Recently Announced: Advanced Clustering Features for JBoss EAP on Azure App Service

3 minute read • By Denver Brittain • September 28, 2023

A new era of high availability and scalability

If you’re running distributed applications on JBoss EAP, you know that clustering is essential for data consistency and fault tolerance. We’ve taken this a step further on Azure App Service. Now, when you integrate JBoss EAP with an Azure Virtual Network (VNet), clustering isn’t just an option; it’s a built-in feature that kicks in automatically.

What does this mean for your apps? For starters, it improves fault tolerance and enables more efficient data sharing across multiple instances. Your application can now handle traffic spikes and server failures better. The service scales based on your configured settings in Azure App Service, providing both vertical and horizontal options.

One key update in this release is the automatic enablement of clustering when you activate VNet Integration for your web application. This results in a high-availability setup right from the get-go. We’ll delve into the technical specifics below.

JBOSS Clustering on App Service Architecture

Enabling VNet integration is required for communication between servers that form the cluster. Clustering is enabled automatically but can be disabled using an Application Setting (WEBSITE_DISABLE_CLUSTERING).

What’s Included

Configuration

You can configure the behavior of the clustering-related features using these Application Settings:

  • WEBSITE_JBOSS_SERVER_DIR defines the parent location of the JBoss state and transaction files. If customers use a location mounted from Azure Storage, this setting improves the availability of the application by avoiding using the /home directory, which becomes read-only during platform upgrades.

  • WEBSITE_JBOSS_CLUSTER_DIR defines the location of the cluster definition files. Similar to the previous setting, if you use a location mounted from Azure Storage, this setting improves the availability of the application by avoiding using the /home directory which becomes read-only during platform upgrades.

  • JBOSS_LAUNCHER_OPTS passes options directly to the JBoss launcher script (standalone.sh) to allow changes such as enabling the JBoss web administration interface.

  • WEBSITE_DISABLE_CLUSTERING prevents the clustering behavior from starting, even if the application is used with VNet integration enabled.

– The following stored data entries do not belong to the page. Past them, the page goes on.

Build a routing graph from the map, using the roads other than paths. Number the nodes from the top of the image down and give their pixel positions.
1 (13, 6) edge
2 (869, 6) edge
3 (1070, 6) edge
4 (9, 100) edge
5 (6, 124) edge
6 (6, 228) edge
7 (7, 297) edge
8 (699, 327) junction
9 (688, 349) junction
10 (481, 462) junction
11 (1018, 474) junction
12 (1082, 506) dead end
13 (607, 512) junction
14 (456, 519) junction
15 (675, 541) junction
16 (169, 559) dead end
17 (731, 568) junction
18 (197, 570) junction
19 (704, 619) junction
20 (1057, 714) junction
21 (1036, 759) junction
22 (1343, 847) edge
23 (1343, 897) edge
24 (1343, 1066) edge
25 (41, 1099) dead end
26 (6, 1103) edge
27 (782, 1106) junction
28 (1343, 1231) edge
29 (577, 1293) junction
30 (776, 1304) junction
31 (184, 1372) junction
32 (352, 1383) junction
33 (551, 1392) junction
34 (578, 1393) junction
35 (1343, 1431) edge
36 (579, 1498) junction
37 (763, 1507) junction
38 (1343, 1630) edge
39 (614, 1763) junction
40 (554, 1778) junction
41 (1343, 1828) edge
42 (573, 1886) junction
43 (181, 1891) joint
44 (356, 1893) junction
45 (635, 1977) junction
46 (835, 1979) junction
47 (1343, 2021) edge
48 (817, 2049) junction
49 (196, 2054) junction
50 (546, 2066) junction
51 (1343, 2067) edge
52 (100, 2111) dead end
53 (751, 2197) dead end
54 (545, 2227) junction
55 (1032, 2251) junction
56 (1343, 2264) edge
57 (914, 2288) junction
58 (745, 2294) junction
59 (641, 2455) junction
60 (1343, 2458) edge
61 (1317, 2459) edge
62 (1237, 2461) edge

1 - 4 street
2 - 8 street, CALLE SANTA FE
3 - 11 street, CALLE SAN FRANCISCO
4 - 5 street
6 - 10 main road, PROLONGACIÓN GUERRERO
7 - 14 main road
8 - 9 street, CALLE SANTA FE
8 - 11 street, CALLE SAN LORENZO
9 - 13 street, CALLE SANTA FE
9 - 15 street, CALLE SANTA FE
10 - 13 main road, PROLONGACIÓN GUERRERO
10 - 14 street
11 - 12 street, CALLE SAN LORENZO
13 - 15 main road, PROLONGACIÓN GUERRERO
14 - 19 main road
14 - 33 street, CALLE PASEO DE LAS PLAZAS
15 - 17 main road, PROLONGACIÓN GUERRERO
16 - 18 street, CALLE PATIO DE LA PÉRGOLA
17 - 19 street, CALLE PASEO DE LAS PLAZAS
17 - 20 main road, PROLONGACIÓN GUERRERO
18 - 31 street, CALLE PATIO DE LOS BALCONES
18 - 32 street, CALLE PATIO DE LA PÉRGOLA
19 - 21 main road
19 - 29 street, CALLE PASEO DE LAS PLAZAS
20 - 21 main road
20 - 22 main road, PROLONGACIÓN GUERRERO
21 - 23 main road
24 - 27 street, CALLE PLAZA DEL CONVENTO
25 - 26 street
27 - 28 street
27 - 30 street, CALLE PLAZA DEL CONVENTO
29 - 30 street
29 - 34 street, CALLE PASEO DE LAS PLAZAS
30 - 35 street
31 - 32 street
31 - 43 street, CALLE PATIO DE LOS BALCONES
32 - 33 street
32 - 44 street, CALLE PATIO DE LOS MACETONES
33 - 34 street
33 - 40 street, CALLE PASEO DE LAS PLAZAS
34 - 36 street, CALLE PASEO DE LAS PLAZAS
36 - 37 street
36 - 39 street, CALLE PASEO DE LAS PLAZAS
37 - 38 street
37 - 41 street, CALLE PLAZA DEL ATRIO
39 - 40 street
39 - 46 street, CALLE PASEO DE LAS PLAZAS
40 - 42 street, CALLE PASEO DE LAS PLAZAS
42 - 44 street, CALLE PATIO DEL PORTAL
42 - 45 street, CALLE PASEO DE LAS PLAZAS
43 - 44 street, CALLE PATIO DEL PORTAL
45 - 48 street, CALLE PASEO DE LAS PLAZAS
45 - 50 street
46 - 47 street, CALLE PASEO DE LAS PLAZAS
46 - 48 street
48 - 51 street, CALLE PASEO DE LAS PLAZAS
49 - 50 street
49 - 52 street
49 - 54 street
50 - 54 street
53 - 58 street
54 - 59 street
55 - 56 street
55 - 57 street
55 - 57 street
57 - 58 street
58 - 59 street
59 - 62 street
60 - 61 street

  • WEBSITES_CONTAINER_STOP_TIME_LIMIT sets how long to wait for pending transactions before stopping the server forcefully (in seconds). Its default value is 120 seconds.

How to Get Started

Get started with Clustering Support on App Service for JBOSS EAP today! It is now generally available. To get your hands on it, go through our detailed guide: Clustered JBoss EAP on Azure App Service Quickstart. This guide walks you through the deployment of a basic distributed application to JBoss EAP, demonstrating how clustering operates seamlessly on Azure App Service.

Additional Information

Auto-scale rules

When configuring auto-scale rules for horizontal scaling it is important to remove instances one at a time to ensure each removed instance transfers its activity (for example, handling a database transaction) to another member of the cluster. When configuring your auto-scale rules in the Portal to scale down, use the following options:

  • Operation: “Decrease count by”

  • Cool down: “5 minutes” or greater

  • Instance count: 1

When scaling out though, you can add multiple instances to the cluster simultaneously.

Limitations on Clustering

  • The App Service platform waits up to 120 seconds before stopping a server, not indefinitely for transactions to complete. Any pending transactions remaining after stopping the server are recovered when a new server is added, according to the number of instances defined in the Scale Out configuration.

  • If a customer manually resizes down a cluster, there’s a potential for nodes to be stopped before they complete their transactions. In that case a warning is emitted, and manual intervention is needed to commit the transactions from that node. The process is documented in section 5.2. “Migrating Logs to a New JBoss EAP Server” of the guide Managing Transactions - Red Hat Customer Portal.

  • In the case of a movement to different hardware (for example, scaling up or hardware faults), when a cluster node cannot complete its transactions, a warning will be emitted, and manual intervention is needed to commit any transactions that were not committed.